Your answer should be a single number: the count of lines in the entries below that contain "Summit".

** Opening Supplied records block **

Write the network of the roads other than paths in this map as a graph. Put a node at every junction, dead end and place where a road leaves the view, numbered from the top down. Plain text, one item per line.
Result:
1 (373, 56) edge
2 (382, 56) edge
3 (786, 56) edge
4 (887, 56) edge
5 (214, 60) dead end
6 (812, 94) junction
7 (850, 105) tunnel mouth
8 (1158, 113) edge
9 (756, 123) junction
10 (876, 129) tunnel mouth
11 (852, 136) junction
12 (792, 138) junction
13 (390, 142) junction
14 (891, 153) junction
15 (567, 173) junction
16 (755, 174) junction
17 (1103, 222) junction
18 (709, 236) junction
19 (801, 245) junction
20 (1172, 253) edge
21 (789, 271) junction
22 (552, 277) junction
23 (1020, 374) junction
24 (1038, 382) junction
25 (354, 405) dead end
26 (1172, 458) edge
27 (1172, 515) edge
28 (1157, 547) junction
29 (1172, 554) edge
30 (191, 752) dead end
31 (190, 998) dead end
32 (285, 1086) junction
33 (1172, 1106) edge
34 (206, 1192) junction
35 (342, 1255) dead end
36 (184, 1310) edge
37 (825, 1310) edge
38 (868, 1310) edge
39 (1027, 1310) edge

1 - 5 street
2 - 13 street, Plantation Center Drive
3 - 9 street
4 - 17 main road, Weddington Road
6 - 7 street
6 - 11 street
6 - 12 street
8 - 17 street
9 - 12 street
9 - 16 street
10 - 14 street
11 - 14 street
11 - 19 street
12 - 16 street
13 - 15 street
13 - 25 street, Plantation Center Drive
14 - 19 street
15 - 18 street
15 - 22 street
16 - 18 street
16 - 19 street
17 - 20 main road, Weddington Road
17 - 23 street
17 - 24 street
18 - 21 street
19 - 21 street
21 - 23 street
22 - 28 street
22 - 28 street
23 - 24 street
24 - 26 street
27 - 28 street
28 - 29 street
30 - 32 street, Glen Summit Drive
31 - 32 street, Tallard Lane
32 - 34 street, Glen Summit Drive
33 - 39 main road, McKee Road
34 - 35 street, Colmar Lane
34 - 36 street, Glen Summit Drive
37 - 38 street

** Closing Supplied records block **

_Exercise solution_. 3